Why Is There Peace? - Steven Pinker

Steven Pinker makes yet another fascinating attempt to reinstate one of his seminal works - A Brief History Of Violence (via Q3D):

"And since 1945 in Europe and the Americas, we’ve seen steep declines in the number of deaths from interstate wars, ethnic riots, and military coups, even in South America. Worldwide, the number of battle deaths has fallen from 65,000 per conflict per year to less than 2,000 deaths in this decade. Since the end of the Cold War in the early 1990s, we have seen fewer civil wars, a 90 percent reduction in the number of deaths by genocide, and even a reversal in the 1960s-era uptick in violent crime.

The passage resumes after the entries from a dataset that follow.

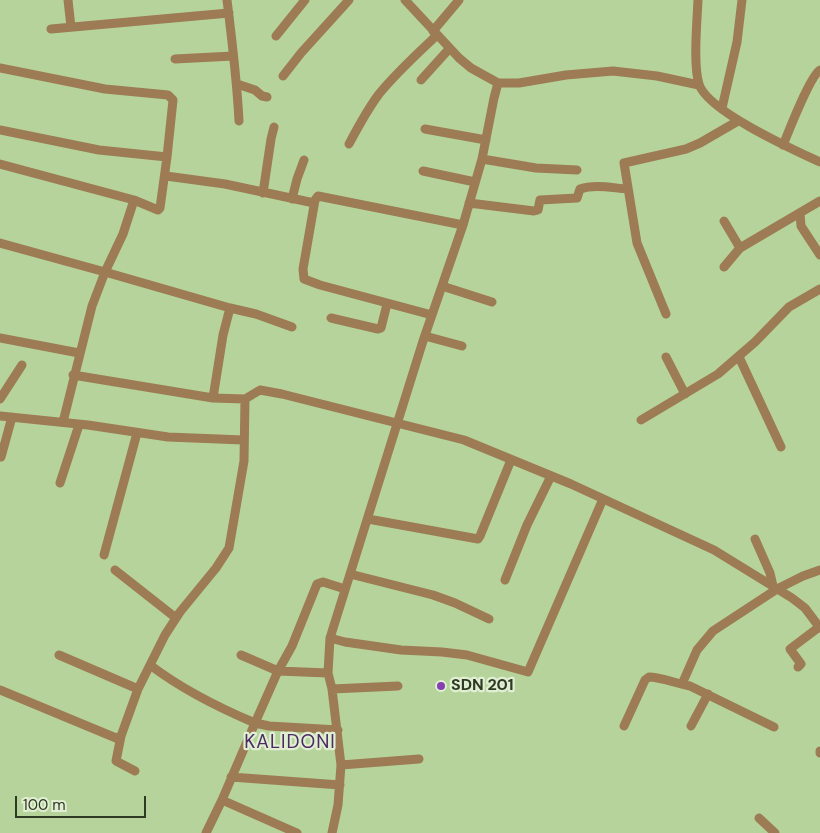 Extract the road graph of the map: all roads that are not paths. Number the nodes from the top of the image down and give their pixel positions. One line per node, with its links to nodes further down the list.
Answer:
1 (68, 0): 10 (street)
2 (228, 0): 9 (street)
3 (305, 0): 13 (street)
4 (349, 0): 19 (street)
5 (404, 0): 12 (street)
6 (459, 0): 12 (street)
7 (698, 0): 23 (street)
8 (742, 0): 25 (street)
9 (229, 14): 10 (street); 15 (street)
10 (71, 27): 11 (street)
11 (51, 29)
12 (435, 34): 14 (street); 32 (street)
13 (276, 36)
14 (449, 49): 20 (street); 21 (street)
15 (233, 56): 16 (street); 22 (street)
16 (175, 59)
17 (0, 68): 34 (street)
18 (820, 70): 33 (street)
19 (283, 76)
20 (421, 80)
21 (498, 83): 23 (street); 31 (street)
22 (237, 84): 24 (street); 27 (street)
23 (699, 85): 25 (street)
24 (267, 97)
25 (722, 108): 26 (street)
26 (738, 120): 33 (street); 43 (street)
27 (239, 122)
28 (274, 128): 44 (street)
29 (425, 129): 31 (street)
30 (0, 130): 34 (street)
31 (486, 140): 35 (street)
32 (349, 144)
33 (783, 145): 37 (street)
34 (168, 157): 41 (street)
35 (482, 159): 39 (street); 42 (street)
36 (304, 160): 45 (street)
37 (820, 162)
38 (0, 164): 46 (street)
39 (577, 170)
40 (423, 171): 42 (street)
41 (166, 176): 44 (street); 46 (street)
42 (475, 182): 49 (street)
43 (628, 189): 49 (street); 63 (street)
44 (263, 193): 45 (street)
45 (292, 199): 48 (street)
46 (134, 200): 57 (street)
47 (820, 201): 50 (street)
48 (314, 203): 52 (street); 61 (street)
49 (469, 203): 52 (street)
50 (800, 212): 54 (street); 55 (street)
51 (724, 221): 54 (street)
52 (463, 225): 58 (street)
53 (0, 243): 57 (street)
54 (740, 248): 56 (street)
55 (820, 255)
56 (724, 267)
57 (105, 272): 62 (street); 70 (street)
58 (442, 286): 60 (street); 64 (street)
59 (820, 289): 72 (street)
60 (492, 302)
61 (387, 304): 64 (street); 65 (street)
62 (230, 308): 66 (street); 76 (street)
63 (666, 314)
64 (432, 315): 67 (street)
65 (331, 318)
66 (292, 327)
67 (425, 336): 69 (street); 83 (street)
68 (0, 338): 70 (street)
69 (462, 346)
70 (79, 353): 74 (street)
71 (666, 357): 75 (street)
72 (739, 357): 75 (street); 87 (street)
73 (22, 364): 77 (street)
74 (73, 375): 76 (street); 82 (street)
75 (685, 394): 81 (street)
76 (213, 398): 78 (street)
77 (0, 399)
78 (245, 399): 83 (street); 86 (street)
79 (0, 416): 80 (street)
80 (12, 417): 82 (street); 88 (street)
81 (641, 420)
82 (63, 422): 84 (street)
83 (396, 423): 89 (street); 93 (street)
84 (79, 425): 85 (street); 91 (street)
85 (137, 433): 86 (street); 95 (street)
86 (243, 440): 102 (street)
87 (782, 447)
88 (1, 456)
89 (511, 460): 90 (street); 93 (street)
90 (551, 476): 92 (street); 99 (street)
91 (60, 483)
92 (603, 499): 100 (street); 105 (street)
93 (368, 519): 98 (street)
94 (755, 539): 100 (street)
95 (104, 555)
96 (115, 570): 102 (street)
97 (820, 570): 100 (street)
98 (350, 574): 101 (street); 103 (street)
99 (505, 580)
100 (775, 587): 104 (street); 112 (street)
101 (346, 589): 105 (street); 110 (street)
102 (176, 618): 108 (street)
103 (489, 619)
104 (820, 628): 109 (street)
105 (330, 638): 111 (street)
106 (59, 655): 114 (street)
107 (241, 655): 110 (street)
108 (150, 665): 114 (street); 118 (street)
109 (798, 668)
110 (278, 672): 111 (street); 118 (street)
111 (328, 673): 115 (street)
112 (682, 684): 117 (street); 119 (street)
113 (398, 686): 115 (street)
114 (138, 689): 123 (street)
115 (332, 689): 122 (street)
116 (0, 690): 123 (street)
117 (708, 694): 120 (street); 121 (street)
118 (254, 723): 122 (street); 127 (street)
119 (624, 726)
120 (691, 726)
121 (774, 727)
122 (338, 730): 125 (street)
123 (121, 736): 126 (street)
124 (419, 759): 125 (street)
125 (341, 765): 128 (street)
126 (135, 771)
127 (231, 777): 128 (street); 129 (street)
128 (340, 786): 133 (street)
129 (222, 800): 131 (street); 132 (street)
130 (759, 818): 134 (street)
131 (206, 833)
132 (297, 833)
133 (332, 833)
134 (775, 833) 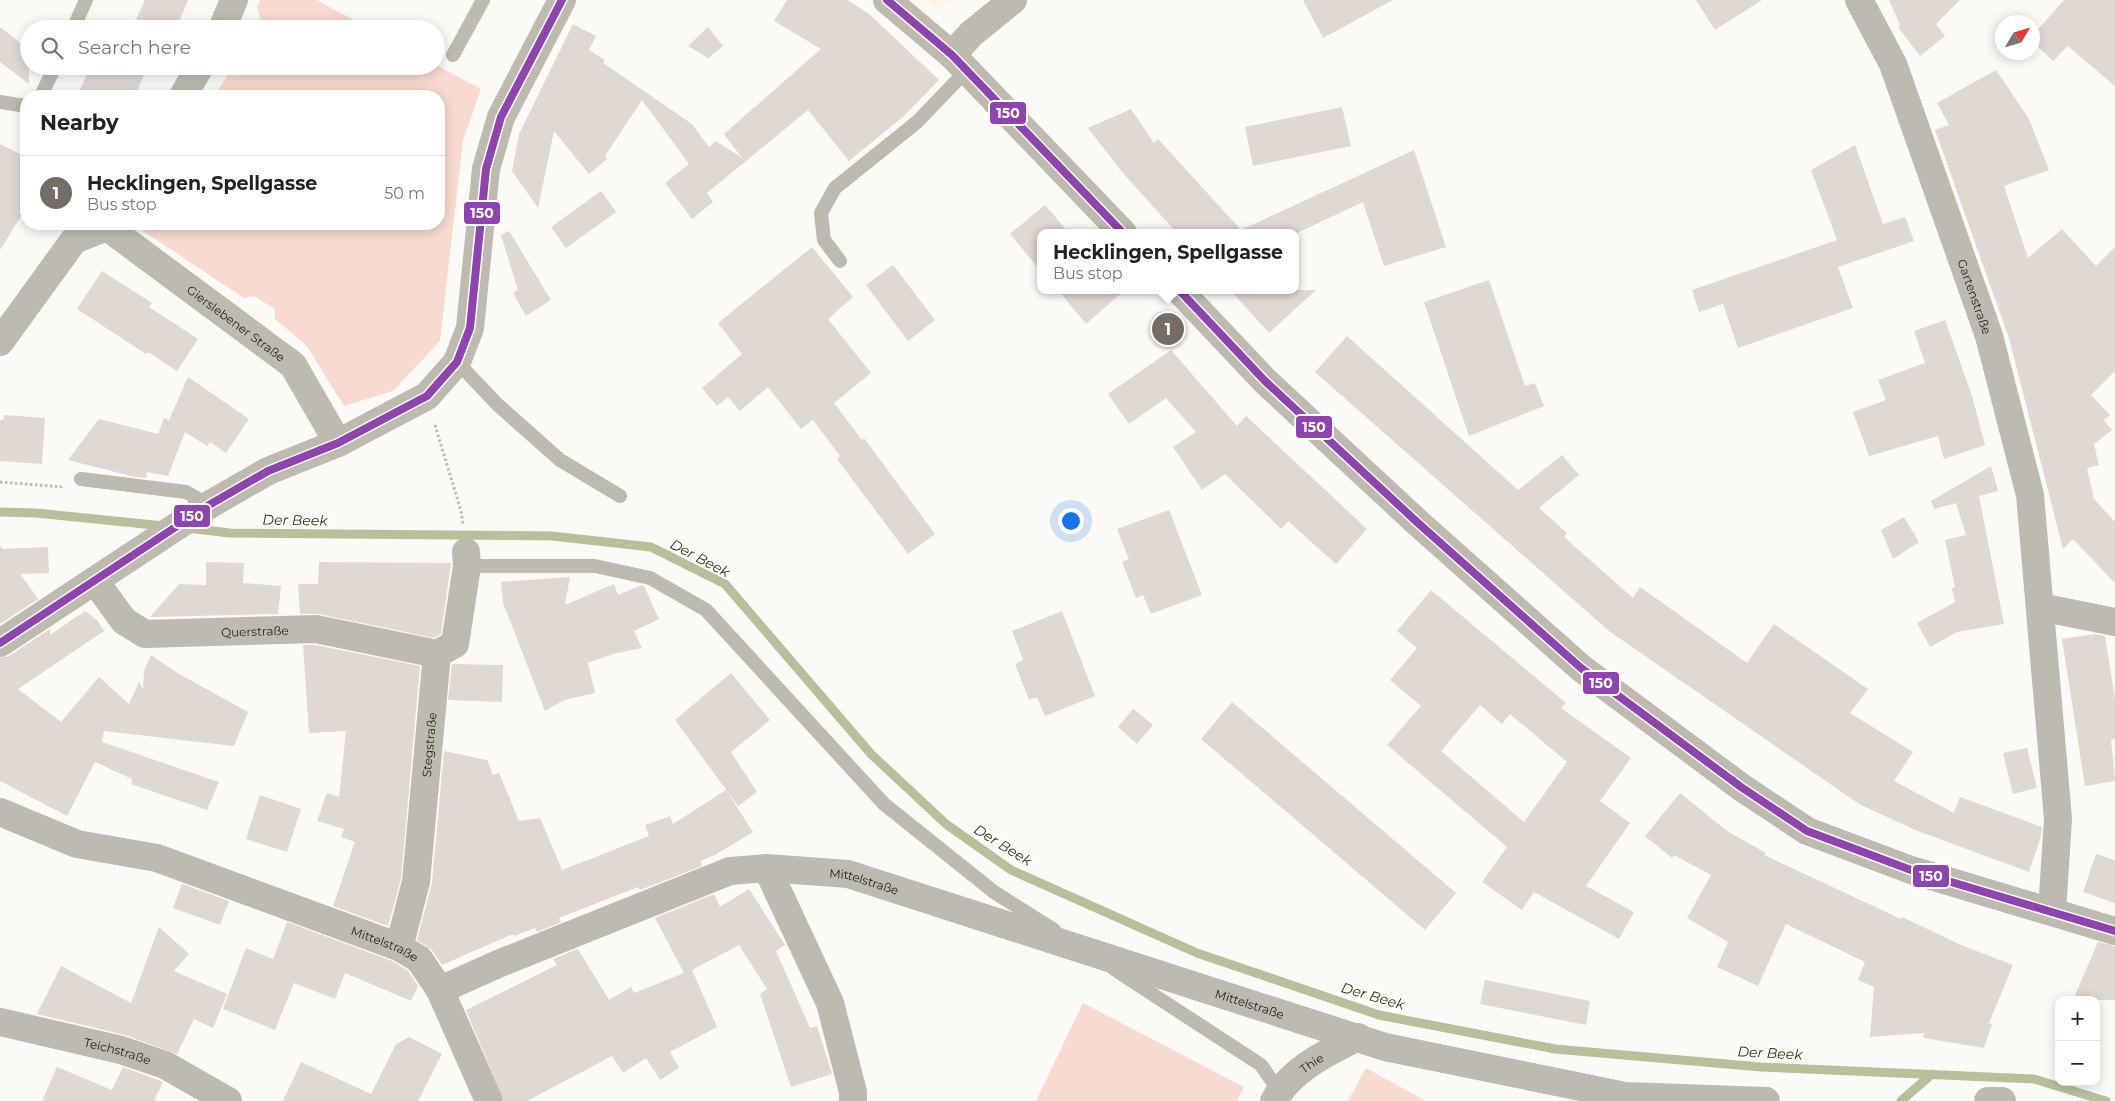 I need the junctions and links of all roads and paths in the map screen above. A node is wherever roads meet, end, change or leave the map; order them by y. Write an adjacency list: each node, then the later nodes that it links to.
1 (86, 0): 8 (lane)
2 (234, 0): 9 (street)
3 (483, 0): 10 (lane)
4 (562, 0): 24 (street)
5 (888, 0): 11 (street)
6 (1013, 0): 11 (street)
7 (1858, 0): 34 (street, Gartenstraße)
8 (77, 20)
9 (226, 20)
10 (453, 55)
11 (959, 63): 18 (street); 21 (lane)
12 (51, 75): 14 (lane)
13 (195, 75): 15 (street)
14 (44, 90)
15 (186, 90)
16 (0, 102): 17 (lane)
17 (20, 105)
18 (1119, 229)
19 (98, 230): 23 (street)
20 (113, 230): 26 (street, Gierslebener Straße)
21 (840, 261)
22 (1182, 294): 40 (street)
23 (0, 342)
24 (457, 362): 25 (street); 29 (lane)
25 (427, 396): 26 (street); 31 (path)
26 (338, 443): 30 (street)
27 (81, 479): 28 (path); 30 (lane)
28 (0, 482)
29 (620, 496)
30 (205, 507): 33 (street)
31 (461, 511)
32 (466, 559): 37 (street); 43 (lane)
33 (95, 581): 36 (street); 37 (street, Querstraße)
34 (2040, 607): 35 (street); 40 (street, Gartenstraße)
35 (2115, 622)
36 (0, 643)
37 (437, 654): 42 (street, Stegstraße)
38 (0, 812): 42 (street, Mittelstraße)
39 (767, 868): 43 (street, Mittelstraße); 44 (street, Mittelstraße); 50 (street)
40 (2052, 911): 41 (street)
41 (2115, 931)
42 (399, 947): 44 (street, Mittelstraße)
43 (1084, 949): 46 (street, Mittelstraße); 47 (lane)
44 (440, 990): 49 (street)
45 (0, 1022): 48 (street, Teichstraße)
46 (1358, 1037): 47 (street, Thie); 51 (street, Mittelstraße)
47 (1277, 1096)
48 (228, 1101)
49 (489, 1101)
50 (853, 1101)
51 (1766, 1101)
52 (1988, 1101): 53 (street)
53 (2002, 1101)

Given these facts, why do so many people imagine that we live in an age of violence and killing? The first reason, I believe, is that we have better reporting. As political scientist James Payne once quipped, the Associated Press is a better chronicler of wars across the globe than were 16th-century monks. There’s also a cognitive illusion at work. Cognitive psychologists know that the easier it is to recall an event, the more likely we are to believe it will happen again. Gory war zone images from TV are burned into memory, but we never see reports of many more people dying in their beds of old age. And in the realms of opinion and advocacy, no one ever attracted supporters and donors by saying that things just seem to be getting better and better. Taken together, all these factors help create an atmosphere of dread in the contemporary mind, one that does not stand the test of reality.

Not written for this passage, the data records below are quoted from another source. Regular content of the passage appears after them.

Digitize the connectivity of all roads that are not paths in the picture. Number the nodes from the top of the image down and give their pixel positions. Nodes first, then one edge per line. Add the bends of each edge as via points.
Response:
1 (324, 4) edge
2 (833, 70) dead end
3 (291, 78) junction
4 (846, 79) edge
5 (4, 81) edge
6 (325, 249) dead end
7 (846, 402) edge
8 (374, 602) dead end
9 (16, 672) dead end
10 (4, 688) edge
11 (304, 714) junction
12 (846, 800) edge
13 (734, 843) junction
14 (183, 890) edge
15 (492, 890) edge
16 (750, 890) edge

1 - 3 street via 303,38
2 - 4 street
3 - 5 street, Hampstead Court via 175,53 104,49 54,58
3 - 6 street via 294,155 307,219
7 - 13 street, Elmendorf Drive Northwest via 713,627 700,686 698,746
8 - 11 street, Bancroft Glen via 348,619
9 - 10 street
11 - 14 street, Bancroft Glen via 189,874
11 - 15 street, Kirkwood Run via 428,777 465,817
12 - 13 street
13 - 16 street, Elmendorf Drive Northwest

Finally, there is the fact that our behavior often falls short of our rising expectations. Violence has gone down in part because people got sick of carnage and cruelty. That’s a psychological process that seems to be continuing, but it outpaces changes in behavior. So today some of us are outraged—rightly so—if a murderer is executed in Texas by lethal injection after a 15-year appeal process. We don’t consider that a couple of hundred years ago a person could be burned at the stake for criticizing the king after a trial that lasted 10 minutes. Today we should look at capital punishment as evidence of how high our standards have risen, rather than how low our behavior can sink.

Then there is the scenario sketched by philosopher Peter Singer. Evolution, he suggests, bequeathed people a small kernel of empathy, which by default they apply only within a narrow circle of friends and relations. Over the millennia, people’s moral circles have expanded to encompass larger and larger polities: the clan, the tribe, the nation, both sexes, other races, and even animals. The circle may have been pushed outward by expanding networks of reciprocity, à la Wright, but it might also be inflated by the inexorable logic of the Golden Rule: The more one knows and thinks about other living things, the harder it is to privilege one’s own interests over theirs. The empathy escalator may also be powered by cosmopolitanism, in which journalism, memoir, and realistic fiction make the inner lives of other people, and the precariousness of one’s own lot in life, more palpable—the feeling that “there but for fortune go I.”


Whatever its causes, the decline of violence has profound implications. It is not a license for complacency: We enjoy the peace we find today because people in past generations were appalled by the violence in their time and worked to end it, and so we should work to end the appalling violence in our time. Nor is it necessarily grounds for optimism about the immediate future, since the world has never before had national leaders who combine pre-modern sensibilities with modern weapons.